The Hard Dollars
Like declining stock prices or real estate, the diminishing money is neither uniformly helpful nor harmful. Consider Accor North America, Inc., a division of Paris-based Accor, the operator global hotel. When the company wants extra funds, perhaps to create an acquisition, the dollar declining comes in handy. “Advantage taking of the dollar deflation means that it’s cheaper to use from our parent than a bank,” says Stephen Manthey, senior V-president and treasurer with the Carrollton, firm is based in Texas.

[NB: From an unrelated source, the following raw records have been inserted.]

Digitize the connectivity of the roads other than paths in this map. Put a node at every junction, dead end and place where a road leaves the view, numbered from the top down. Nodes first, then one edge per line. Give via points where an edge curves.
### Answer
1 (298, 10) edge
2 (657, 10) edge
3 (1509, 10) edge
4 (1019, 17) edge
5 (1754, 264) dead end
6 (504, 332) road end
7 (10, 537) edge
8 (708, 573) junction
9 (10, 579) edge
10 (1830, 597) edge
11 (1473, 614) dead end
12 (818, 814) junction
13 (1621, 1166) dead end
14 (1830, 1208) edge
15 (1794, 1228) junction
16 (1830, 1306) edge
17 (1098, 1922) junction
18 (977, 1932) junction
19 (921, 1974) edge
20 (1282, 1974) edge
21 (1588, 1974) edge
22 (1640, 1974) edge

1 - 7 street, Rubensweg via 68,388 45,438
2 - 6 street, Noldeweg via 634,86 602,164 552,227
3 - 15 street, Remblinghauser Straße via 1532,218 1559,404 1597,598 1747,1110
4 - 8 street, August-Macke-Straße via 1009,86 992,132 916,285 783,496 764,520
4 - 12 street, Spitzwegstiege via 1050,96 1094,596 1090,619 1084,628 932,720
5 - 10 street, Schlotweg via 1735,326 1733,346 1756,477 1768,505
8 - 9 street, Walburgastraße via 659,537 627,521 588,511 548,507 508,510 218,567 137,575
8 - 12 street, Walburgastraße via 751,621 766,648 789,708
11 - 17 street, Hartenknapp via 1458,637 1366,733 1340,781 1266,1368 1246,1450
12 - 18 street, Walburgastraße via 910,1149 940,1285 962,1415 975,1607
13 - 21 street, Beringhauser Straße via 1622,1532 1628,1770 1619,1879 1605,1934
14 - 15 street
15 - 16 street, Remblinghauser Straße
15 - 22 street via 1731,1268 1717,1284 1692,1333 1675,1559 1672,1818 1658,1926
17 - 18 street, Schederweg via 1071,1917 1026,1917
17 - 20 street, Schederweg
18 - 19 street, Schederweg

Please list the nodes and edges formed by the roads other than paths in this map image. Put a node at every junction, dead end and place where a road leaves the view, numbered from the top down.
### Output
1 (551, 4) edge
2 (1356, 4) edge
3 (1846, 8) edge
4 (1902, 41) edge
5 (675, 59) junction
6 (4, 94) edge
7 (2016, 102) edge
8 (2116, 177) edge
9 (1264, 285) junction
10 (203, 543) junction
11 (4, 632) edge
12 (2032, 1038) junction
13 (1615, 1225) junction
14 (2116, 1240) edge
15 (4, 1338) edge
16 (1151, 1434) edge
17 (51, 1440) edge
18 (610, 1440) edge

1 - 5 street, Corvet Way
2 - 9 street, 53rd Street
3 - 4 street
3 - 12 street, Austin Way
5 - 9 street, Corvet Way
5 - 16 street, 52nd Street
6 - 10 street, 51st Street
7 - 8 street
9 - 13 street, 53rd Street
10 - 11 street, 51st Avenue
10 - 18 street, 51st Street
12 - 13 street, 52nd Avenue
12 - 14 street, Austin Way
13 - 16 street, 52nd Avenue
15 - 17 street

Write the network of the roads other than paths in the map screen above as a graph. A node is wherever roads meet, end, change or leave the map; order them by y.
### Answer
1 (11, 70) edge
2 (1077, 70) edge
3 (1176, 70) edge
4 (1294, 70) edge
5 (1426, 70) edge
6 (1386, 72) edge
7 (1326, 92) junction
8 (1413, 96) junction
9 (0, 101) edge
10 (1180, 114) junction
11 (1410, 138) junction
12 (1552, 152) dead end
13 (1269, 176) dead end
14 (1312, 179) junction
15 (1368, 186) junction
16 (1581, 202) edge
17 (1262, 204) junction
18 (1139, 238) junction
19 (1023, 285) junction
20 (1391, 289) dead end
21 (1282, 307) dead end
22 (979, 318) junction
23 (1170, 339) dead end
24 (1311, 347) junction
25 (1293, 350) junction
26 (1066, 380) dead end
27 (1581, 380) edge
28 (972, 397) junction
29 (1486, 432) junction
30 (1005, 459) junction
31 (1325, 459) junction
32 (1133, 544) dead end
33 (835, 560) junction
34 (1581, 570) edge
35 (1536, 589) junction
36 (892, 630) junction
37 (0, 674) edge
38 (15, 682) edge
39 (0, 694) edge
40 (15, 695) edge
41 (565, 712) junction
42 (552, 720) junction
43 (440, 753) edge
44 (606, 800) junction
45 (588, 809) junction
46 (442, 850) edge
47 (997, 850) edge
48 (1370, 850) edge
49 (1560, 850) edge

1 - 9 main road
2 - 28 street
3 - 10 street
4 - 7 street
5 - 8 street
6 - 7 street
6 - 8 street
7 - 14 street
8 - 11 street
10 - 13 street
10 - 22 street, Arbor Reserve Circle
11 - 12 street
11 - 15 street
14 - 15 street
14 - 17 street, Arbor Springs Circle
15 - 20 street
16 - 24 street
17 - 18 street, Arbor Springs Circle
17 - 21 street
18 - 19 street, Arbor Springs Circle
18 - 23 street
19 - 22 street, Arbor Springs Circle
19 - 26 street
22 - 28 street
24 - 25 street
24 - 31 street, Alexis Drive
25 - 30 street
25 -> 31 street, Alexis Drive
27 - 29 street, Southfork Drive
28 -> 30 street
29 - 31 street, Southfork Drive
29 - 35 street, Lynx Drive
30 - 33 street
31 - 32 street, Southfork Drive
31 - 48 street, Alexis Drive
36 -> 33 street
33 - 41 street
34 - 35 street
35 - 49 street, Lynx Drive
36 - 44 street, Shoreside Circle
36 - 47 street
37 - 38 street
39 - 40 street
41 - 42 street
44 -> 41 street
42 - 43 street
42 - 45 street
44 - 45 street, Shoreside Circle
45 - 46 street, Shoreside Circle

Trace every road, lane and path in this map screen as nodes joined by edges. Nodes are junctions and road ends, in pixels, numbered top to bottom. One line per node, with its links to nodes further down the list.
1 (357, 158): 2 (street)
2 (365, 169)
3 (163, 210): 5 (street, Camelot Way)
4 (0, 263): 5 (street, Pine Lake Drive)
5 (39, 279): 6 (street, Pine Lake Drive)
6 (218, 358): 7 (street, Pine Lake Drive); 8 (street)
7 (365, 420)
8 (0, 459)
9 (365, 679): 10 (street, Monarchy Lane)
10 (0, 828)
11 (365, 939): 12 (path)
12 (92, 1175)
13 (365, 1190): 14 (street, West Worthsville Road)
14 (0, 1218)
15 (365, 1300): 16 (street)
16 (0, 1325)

This is because the guardian company’s euros now are more costly than they were a year or 2 ago.
On the other hand, “we have more anxiety on results,” says Manthey. “If we’re money making, we can’t send it back to our parent, because the ratio is dollar/euro so weak. We’re handcuffed to the cash.” For example, although Accor sell its Red Roof subsidiary in 2007 September, netting about $400 million, Manthey since has reserved the funds in the U.S.A. “It’s not worth taking the strike. A better solution is to competently use the capital in the U.S.,” maybe by making an acquisition, he says.
“In my view, decline the dollars is both a positive and a negative for us,” Manthey says. This is the case more largely, as well. Exporters classically do well when their currency falls, as their products become more spirited outside their home bazaar, says Animesh Ghoshal, economics professor at Chicago, DePaul University, Conversely, importers take a hit, as the prices of their goods or materials increase.